The Fun of Activities in Child-Friendly Space

It was already three o’clock in the afternoon, but the sun still shone brightly over Nurziran (also called as Ziran) and friends.  That day, Ziran (14) and more than one hundred other children gathered on one of the fields in Tawaeli sub-district to do activities with Wahana Visi Indonesia (WVI).

This was not the first time that Ziran joined the activities in Child-Friendly Space (CFS) facilitated by WVI emergency response team.  Every week now, the field becomes a witness of the cheerfulness of Ziran and her friends.

They sang, played together and were taught how to properly wash their hands, as well as practicing it directly.  It was not the first time that Ziran joined WVI activities. She has been joining various activities facilitated by WVI in her village since she was still in the 3rd grade. 

“I always have fun joining Wahana Visi Indonesia because there are always a lot of games and prizes for competitions,” she said. 

Ziran loves WVI activities so much that she fondly remembered the National Children’s Day celebration held a few years ago when she won the second prize for a competition.

Ziran remembers all the fun with WVI although now she has to live in a tent with a very limited condition.  Ziran spends her time in the tent after being displaced after the earthquake; experiencing extreme heat during the day and freezing cold during the night.

The girl who is now in 8th grade has a great aspiration for herself to be a doctor.  Her spirit has not been broken, although much sadness has come into her life.  Living without a mother since she was a baby possess its own challenge for Ziran and sets her apart from other children.  She has to be live her life without sweet advises of a mother, but her grandmother had taken that loving role for Ziran.

Post the earthquake that hit Central Sulawesi on September 28, 2018, Ziran once again had to lose a very important person in his life: her grandmother. 

“Before the azan [prayer call], I wanted to go to the mosque but the earthquake happened.  I ran away beside Ibu Lasmita [her neighbor] when I immediately remembered my grandmother.  I shouted, ‘Grandma! Grandma! I want to go with grandma,’” Ziran told her story.

Together with her aunt and uncle, Ziran managed to take her grandmother up in a mountain area.  They spent a week there because they were too afraid to come back. They then came back down to evacuation camp that was located near where they lived before. 

“Once we were in the camp, I felt really cold at night because we didn’t have any blanket, pillow or even mattress. We only slept on the grass with my family,” she said.

Ziran said that her grandmother then fell ill and refused to eat or drink anything. The earthquake had shaken up her grandmother quite badly and caused her to pass away just five days after that fateful day.

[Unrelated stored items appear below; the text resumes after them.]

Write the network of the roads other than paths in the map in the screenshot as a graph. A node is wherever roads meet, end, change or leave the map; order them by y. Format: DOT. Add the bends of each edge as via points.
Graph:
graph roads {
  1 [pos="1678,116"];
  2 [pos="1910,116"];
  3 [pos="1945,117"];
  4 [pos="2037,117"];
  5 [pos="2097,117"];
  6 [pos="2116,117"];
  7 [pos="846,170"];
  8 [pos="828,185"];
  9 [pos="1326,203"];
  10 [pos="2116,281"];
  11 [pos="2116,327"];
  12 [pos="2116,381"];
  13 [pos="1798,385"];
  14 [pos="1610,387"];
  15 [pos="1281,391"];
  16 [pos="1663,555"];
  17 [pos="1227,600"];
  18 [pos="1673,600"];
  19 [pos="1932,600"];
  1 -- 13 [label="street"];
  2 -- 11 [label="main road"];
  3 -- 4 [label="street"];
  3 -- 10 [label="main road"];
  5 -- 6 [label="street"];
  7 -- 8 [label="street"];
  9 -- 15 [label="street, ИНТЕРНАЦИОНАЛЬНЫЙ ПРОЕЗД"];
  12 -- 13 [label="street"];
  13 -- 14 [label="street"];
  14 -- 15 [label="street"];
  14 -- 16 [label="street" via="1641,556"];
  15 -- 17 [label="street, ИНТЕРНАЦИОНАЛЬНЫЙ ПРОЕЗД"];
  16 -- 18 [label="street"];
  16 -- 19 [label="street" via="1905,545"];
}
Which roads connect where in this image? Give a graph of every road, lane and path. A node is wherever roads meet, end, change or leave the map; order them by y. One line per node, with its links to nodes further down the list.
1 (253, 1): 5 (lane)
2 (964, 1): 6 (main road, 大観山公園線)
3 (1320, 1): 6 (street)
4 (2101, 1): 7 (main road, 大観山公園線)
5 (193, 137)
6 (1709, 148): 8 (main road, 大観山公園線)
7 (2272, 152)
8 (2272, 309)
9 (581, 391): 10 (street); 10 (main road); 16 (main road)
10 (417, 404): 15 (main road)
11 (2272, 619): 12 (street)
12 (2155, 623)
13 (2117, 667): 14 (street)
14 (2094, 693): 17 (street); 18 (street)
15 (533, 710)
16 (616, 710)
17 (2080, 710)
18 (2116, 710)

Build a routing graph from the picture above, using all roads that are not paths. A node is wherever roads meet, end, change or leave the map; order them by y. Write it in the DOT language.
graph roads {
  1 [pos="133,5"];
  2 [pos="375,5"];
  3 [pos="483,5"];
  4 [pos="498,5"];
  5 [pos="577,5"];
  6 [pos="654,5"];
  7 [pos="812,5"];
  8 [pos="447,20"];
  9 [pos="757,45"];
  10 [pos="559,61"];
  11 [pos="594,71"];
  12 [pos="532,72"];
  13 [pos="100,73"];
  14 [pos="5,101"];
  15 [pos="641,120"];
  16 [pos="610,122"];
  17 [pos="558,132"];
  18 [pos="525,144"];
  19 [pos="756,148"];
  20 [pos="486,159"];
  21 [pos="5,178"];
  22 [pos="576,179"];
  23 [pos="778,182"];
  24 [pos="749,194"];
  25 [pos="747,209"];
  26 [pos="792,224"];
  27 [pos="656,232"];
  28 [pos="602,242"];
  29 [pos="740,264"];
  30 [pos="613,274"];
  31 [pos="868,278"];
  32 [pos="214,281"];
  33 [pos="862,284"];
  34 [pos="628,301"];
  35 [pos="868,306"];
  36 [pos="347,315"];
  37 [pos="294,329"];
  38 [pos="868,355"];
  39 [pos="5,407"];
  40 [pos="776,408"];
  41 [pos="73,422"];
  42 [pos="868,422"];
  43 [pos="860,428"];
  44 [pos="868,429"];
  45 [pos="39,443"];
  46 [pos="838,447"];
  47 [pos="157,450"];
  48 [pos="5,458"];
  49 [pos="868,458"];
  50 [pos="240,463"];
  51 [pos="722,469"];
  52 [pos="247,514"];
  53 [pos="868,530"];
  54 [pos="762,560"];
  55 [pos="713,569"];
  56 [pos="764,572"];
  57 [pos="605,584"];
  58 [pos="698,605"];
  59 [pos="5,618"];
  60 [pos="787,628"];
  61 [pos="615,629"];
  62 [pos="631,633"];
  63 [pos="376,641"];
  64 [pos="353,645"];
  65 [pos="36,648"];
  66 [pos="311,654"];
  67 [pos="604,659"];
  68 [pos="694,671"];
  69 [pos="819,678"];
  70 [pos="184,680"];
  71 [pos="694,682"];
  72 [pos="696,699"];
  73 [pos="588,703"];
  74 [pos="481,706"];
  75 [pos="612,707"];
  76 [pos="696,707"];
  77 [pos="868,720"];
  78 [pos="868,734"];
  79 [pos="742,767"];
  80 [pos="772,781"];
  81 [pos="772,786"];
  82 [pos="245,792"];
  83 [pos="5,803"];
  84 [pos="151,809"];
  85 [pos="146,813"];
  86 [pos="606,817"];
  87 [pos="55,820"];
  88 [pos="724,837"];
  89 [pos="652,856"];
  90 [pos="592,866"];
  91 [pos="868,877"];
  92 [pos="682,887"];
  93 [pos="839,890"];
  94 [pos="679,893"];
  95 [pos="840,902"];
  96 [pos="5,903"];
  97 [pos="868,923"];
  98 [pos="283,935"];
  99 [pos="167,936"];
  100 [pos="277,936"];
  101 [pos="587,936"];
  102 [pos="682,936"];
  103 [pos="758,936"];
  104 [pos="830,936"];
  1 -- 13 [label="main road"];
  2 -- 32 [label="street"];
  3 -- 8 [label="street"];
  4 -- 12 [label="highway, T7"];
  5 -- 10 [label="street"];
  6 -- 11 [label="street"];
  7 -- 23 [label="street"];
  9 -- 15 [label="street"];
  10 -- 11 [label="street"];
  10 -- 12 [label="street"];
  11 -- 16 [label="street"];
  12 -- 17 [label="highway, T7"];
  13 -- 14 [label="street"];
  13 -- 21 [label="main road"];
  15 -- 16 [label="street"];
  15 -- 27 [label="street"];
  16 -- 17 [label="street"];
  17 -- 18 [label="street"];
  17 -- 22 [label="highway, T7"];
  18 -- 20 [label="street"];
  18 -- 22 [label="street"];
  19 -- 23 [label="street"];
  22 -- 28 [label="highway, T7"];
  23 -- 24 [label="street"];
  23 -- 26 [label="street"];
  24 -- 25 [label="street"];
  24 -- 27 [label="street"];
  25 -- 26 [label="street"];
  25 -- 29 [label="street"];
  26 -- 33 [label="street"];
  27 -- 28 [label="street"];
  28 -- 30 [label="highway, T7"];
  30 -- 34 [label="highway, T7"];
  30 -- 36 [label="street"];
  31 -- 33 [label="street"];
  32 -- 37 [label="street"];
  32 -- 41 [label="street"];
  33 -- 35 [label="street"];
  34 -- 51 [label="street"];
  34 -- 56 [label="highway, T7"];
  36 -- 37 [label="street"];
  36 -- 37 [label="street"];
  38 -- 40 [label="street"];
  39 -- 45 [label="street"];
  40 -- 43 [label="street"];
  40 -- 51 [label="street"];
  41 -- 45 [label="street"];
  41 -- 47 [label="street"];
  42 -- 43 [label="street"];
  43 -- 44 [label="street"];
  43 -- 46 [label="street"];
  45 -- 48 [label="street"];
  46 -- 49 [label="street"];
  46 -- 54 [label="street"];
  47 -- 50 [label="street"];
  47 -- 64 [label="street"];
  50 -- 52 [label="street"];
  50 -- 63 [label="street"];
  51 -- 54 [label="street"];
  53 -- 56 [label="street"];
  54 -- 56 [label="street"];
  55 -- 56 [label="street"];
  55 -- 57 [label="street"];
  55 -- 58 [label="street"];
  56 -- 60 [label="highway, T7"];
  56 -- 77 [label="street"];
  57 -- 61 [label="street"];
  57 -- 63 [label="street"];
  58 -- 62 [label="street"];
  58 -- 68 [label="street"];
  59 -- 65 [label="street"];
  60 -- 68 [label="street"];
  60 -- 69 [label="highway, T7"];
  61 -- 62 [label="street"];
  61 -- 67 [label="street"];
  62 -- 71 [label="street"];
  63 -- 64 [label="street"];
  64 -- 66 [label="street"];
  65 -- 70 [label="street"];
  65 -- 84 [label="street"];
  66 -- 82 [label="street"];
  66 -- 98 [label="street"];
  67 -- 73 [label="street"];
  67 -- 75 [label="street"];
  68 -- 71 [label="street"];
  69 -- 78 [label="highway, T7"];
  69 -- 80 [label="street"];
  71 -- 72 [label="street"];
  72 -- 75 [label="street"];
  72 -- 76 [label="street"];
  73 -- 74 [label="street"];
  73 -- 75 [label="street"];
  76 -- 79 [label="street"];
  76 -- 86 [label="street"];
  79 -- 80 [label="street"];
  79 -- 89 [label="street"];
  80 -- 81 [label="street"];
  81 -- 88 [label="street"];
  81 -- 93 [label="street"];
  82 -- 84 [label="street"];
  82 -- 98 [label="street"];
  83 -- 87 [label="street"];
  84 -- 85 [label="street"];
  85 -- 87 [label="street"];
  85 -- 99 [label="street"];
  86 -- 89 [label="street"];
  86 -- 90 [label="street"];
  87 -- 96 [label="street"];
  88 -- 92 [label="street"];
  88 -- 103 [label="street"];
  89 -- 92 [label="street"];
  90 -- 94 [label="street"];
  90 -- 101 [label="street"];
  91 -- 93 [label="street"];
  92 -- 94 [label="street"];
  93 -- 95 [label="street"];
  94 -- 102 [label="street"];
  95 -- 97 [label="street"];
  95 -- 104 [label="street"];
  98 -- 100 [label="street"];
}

“I was asked to call my aunt when grandma fell very ill, but when I arrived back to the camp, she was already gone,” Ziran said sadly.

Ziran with hundred other children in evacuation camp is still waiting for emergency school as promised by many people to them.  One month after the earthquake, Ziran still holds on to that promise so she can continue her schooling activities and wear her uniforms again.